Salmonella Typhimurium—a gut‐colonizing pathogen that invades mucosa and triggers colitis—remains clinically challenging due to host barriers limiting oral antibiotic efficacy. To address this issue, an innovative co‐crystal nanoparticle platform is developed for targeted therapy. This platform consists of PC@Kana@TA nanoparticles (PC@Kana@TA NPs), synthesized through a simple, cost‐effective, and scalable process involving two key steps: 1) self‐assembly of tannic acid (TA) with kanamycin (Kana) to form the antimicrobial core Kana@TA nanoparticles (Kana@TA NPs), enhancing drug stability and bactericidal efficacy; and 2) subsequent coating of Kana@TA NPs with mixed pectin–chitosan (PC) to generate the final PC@Kana@TA NPs. This dual‐layer coating strategy not only provides gastric acid resistance but also enables pectinase‐responsive release in the intestinal tract, thereby significantly improving oral bioavailability compared to conventional formulations.
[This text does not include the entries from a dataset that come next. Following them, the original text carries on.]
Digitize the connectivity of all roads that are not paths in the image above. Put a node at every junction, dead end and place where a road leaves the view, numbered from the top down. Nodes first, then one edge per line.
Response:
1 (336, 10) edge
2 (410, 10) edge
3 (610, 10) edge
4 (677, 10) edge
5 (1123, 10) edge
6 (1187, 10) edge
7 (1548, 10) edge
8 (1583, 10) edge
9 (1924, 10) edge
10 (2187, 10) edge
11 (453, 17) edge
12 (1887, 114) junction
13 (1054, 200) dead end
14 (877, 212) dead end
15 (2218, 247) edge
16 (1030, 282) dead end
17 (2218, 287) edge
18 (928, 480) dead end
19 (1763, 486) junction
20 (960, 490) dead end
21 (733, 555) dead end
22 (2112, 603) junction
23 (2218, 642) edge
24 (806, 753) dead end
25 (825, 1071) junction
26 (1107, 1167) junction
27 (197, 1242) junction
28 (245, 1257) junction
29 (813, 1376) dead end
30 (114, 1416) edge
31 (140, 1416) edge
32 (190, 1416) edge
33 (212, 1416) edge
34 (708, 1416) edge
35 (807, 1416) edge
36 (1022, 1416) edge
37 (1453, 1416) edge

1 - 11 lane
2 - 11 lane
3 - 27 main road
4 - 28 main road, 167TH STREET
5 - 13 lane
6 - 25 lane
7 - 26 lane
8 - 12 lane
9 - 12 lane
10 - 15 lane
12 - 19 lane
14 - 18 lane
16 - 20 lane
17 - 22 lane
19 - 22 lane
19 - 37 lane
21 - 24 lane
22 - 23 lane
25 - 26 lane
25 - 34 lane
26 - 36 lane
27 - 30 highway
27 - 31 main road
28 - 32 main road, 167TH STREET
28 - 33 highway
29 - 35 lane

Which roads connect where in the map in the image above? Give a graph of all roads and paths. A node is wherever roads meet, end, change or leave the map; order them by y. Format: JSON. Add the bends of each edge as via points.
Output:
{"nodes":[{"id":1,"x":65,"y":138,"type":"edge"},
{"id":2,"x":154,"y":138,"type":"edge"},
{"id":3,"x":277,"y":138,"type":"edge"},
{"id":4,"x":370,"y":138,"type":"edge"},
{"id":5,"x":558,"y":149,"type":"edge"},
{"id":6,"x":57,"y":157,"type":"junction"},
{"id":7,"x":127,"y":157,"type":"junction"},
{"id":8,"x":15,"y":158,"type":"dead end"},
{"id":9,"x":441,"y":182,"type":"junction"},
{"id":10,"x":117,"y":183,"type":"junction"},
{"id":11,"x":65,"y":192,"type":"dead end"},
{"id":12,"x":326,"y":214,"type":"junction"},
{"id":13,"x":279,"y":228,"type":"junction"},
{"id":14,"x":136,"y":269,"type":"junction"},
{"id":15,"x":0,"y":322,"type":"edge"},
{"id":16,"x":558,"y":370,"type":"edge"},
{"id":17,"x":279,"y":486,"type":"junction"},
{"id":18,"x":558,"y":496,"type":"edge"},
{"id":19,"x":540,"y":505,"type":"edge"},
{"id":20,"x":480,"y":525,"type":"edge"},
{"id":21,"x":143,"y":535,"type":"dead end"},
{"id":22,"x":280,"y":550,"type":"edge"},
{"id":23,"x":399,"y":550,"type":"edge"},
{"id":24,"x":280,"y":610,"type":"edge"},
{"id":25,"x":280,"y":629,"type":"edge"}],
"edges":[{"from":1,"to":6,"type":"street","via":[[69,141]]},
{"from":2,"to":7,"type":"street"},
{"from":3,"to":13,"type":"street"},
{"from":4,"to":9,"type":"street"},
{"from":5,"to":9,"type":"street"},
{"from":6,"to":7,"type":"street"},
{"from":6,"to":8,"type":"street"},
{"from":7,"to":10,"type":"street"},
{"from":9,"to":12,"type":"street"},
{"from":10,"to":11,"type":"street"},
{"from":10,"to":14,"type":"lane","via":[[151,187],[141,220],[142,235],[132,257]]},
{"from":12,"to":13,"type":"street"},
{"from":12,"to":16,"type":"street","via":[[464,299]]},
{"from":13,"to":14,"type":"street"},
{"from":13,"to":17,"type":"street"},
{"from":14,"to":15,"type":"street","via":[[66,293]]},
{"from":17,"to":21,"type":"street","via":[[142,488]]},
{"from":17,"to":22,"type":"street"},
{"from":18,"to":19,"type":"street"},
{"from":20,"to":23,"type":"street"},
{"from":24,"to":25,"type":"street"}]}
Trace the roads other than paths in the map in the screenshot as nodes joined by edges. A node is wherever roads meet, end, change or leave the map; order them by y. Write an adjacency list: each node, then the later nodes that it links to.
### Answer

In vitro, Kana@TA NPs exhibit above 70% intracellular Salmonella clearance rate in both the RAW264.7 and Caco‐2 cells. Animal experiments revealed that PC@Kana@TA NPs achieved a 5‐log reduction in luminal Salmonella, with inflammatory cytokine levels nearly returned to baseline. Notably, the relatively beneficial gut bacteria abundance is 30.53% higher than the Kana group. This strategy presents a versatile strategy for nano‐enabled intracellular infection therapies, unlocking new opportunities for drug repurposing and optimization.